▶ [Brief]: Once you have read the entries, copy all of them exactly.
•••
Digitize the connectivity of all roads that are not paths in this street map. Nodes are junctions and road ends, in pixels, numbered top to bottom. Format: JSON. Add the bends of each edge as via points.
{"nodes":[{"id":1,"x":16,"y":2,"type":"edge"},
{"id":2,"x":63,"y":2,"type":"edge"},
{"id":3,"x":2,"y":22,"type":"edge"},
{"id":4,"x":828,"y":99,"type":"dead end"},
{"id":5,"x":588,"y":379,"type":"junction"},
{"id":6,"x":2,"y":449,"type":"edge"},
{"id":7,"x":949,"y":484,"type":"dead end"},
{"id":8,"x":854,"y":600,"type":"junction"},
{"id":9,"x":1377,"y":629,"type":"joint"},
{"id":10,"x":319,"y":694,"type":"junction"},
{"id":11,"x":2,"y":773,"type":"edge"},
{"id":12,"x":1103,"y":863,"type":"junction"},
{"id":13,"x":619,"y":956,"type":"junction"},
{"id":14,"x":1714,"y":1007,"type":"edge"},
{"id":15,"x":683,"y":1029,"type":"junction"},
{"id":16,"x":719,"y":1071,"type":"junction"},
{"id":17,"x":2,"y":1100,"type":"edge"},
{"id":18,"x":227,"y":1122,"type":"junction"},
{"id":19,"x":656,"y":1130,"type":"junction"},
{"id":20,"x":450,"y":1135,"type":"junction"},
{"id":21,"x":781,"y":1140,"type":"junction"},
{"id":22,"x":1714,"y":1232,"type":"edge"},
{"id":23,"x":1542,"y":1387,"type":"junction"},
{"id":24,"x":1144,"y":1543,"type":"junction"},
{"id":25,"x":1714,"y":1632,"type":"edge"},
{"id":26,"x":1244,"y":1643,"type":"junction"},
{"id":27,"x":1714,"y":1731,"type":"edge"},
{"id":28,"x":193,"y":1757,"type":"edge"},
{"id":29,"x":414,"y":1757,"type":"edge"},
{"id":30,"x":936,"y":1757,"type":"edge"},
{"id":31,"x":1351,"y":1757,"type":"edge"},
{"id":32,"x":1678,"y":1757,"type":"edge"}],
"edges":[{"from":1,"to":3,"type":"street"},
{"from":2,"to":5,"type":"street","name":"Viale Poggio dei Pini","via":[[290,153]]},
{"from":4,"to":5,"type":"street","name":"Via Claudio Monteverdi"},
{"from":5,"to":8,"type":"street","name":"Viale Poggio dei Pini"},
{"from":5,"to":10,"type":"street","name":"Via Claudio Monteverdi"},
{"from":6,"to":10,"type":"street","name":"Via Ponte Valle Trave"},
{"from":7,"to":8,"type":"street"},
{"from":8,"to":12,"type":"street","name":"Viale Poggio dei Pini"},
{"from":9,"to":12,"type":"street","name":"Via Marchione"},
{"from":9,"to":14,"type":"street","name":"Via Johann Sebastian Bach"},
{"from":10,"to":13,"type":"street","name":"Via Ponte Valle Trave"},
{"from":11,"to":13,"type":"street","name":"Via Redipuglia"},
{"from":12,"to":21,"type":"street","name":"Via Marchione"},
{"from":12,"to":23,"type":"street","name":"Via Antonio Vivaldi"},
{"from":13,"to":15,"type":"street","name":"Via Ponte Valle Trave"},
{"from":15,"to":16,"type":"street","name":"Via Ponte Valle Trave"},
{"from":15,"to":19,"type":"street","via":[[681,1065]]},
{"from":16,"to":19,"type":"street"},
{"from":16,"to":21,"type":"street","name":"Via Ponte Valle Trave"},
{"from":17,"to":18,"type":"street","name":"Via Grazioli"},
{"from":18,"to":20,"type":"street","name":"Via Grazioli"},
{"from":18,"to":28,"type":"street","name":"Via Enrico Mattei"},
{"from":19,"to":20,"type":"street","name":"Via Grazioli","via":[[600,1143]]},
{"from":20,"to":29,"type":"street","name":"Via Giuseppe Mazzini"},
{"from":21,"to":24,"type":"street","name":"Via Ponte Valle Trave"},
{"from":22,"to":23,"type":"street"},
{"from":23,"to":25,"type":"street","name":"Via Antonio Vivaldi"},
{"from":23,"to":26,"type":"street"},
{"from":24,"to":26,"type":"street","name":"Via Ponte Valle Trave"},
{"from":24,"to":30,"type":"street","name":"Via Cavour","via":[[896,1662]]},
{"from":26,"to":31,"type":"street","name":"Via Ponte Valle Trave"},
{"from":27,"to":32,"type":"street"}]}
•••
▶ [Answer box]:
Digitize the connectivity of all roads that are not paths in this street map. Nodes are junctions and road ends, in pixels, numbered top to bottom. Format: JSON. Add the bends of each edge as via points.
{"nodes":[{"id":1,"x":16,"y":2,"type":"edge"},
{"id":2,"x":63,"y":2,"type":"edge"},
{"id":3,"x":2,"y":22,"type":"edge"},
{"id":4,"x":828,"y":99,"type":"dead end"},
{"id":5,"x":588,"y":379,"type":"junction"},
{"id":6,"x":2,"y":449,"type":"edge"},
{"id":7,"x":949,"y":484,"type":"dead end"},
{"id":8,"x":854,"y":600,"type":"junction"},
{"id":9,"x":1377,"y":629,"type":"joint"},
{"id":10,"x":319,"y":694,"type":"junction"},
{"id":11,"x":2,"y":773,"type":"edge"},
{"id":12,"x":1103,"y":863,"type":"junction"},
{"id":13,"x":619,"y":956,"type":"junction"},
{"id":14,"x":1714,"y":1007,"type":"edge"},
{"id":15,"x":683,"y":1029,"type":"junction"},
{"id":16,"x":719,"y":1071,"type":"junction"},
{"id":17,"x":2,"y":1100,"type":"edge"},
{"id":18,"x":227,"y":1122,"type":"junction"},
{"id":19,"x":656,"y":1130,"type":"junction"},
{"id":20,"x":450,"y":1135,"type":"junction"},
{"id":21,"x":781,"y":1140,"type":"junction"},
{"id":22,"x":1714,"y":1232,"type":"edge"},
{"id":23,"x":1542,"y":1387,"type":"junction"},
{"id":24,"x":1144,"y":1543,"type":"junction"},
{"id":25,"x":1714,"y":1632,"type":"edge"},
{"id":26,"x":1244,"y":1643,"type":"junction"},
{"id":27,"x":1714,"y":1731,"type":"edge"},
{"id":28,"x":193,"y":1757,"type":"edge"},
{"id":29,"x":414,"y":1757,"type":"edge"},
{"id":30,"x":936,"y":1757,"type":"edge"},
{"id":31,"x":1351,"y":1757,"type":"edge"},
{"id":32,"x":1678,"y":1757,"type":"edge"}],
"edges":[{"from":1,"to":3,"type":"street"},
{"from":2,"to":5,"type":"street","name":"Viale Poggio dei Pini","via":[[290,153]]},
{"from":4,"to":5,"type":"street","name":"Via Claudio Monteverdi"},
{"from":5,"to":8,"type":"street","name":"Viale Poggio dei Pini"},
{"from":5,"to":10,"type":"street","name":"Via Claudio Monteverdi"},
{"from":6,"to":10,"type":"street","name":"Via Ponte Valle Trave"},
{"from":7,"to":8,"type":"street"},
{"from":8,"to":12,"type":"street","name":"Viale Poggio dei Pini"},
{"from":9,"to":12,"type":"street","name":"Via Marchione"},
{"from":9,"to":14,"type":"street","name":"Via Johann Sebastian Bach"},
{"from":10,"to":13,"type":"street","name":"Via Ponte Valle Trave"},
{"from":11,"to":13,"type":"street","name":"Via Redipuglia"},
{"from":12,"to":21,"type":"street","name":"Via Marchione"},
{"from":12,"to":23,"type":"street","name":"Via Antonio Vivaldi"},
{"from":13,"to":15,"type":"street","name":"Via Ponte Valle Trave"},
{"from":15,"to":16,"type":"street","name":"Via Ponte Valle Trave"},
{"from":15,"to":19,"type":"street","via":[[681,1065]]},
{"from":16,"to":19,"type":"street"},
{"from":16,"to":21,"type":"street","name":"Via Ponte Valle Trave"},
{"from":17,"to":18,"type":"street","name":"Via Grazioli"},
{"from":18,"to":20,"type":"street","name":"Via Grazioli"},
{"from":18,"to":28,"type":"street","name":"Via Enrico Mattei"},
{"from":19,"to":20,"type":"street","name":"Via Grazioli","via":[[600,1143]]},
{"from":20,"to":29,"type":"street","name":"Via Giuseppe Mazzini"},
{"from":21,"to":24,"type":"street","name":"Via Ponte Valle Trave"},
{"from":22,"to":23,"type":"street"},
{"from":23,"to":25,"type":"street","name":"Via Antonio Vivaldi"},
{"from":23,"to":26,"type":"street"},
{"from":24,"to":26,"type":"street","name":"Via Ponte Valle Trave"},
{"from":24,"to":30,"type":"street","name":"Via Cavour","via":[[896,1662]]},
{"from":26,"to":31,"type":"street","name":"Via Ponte Valle Trave"},
{"from":27,"to":32,"type":"street"}]}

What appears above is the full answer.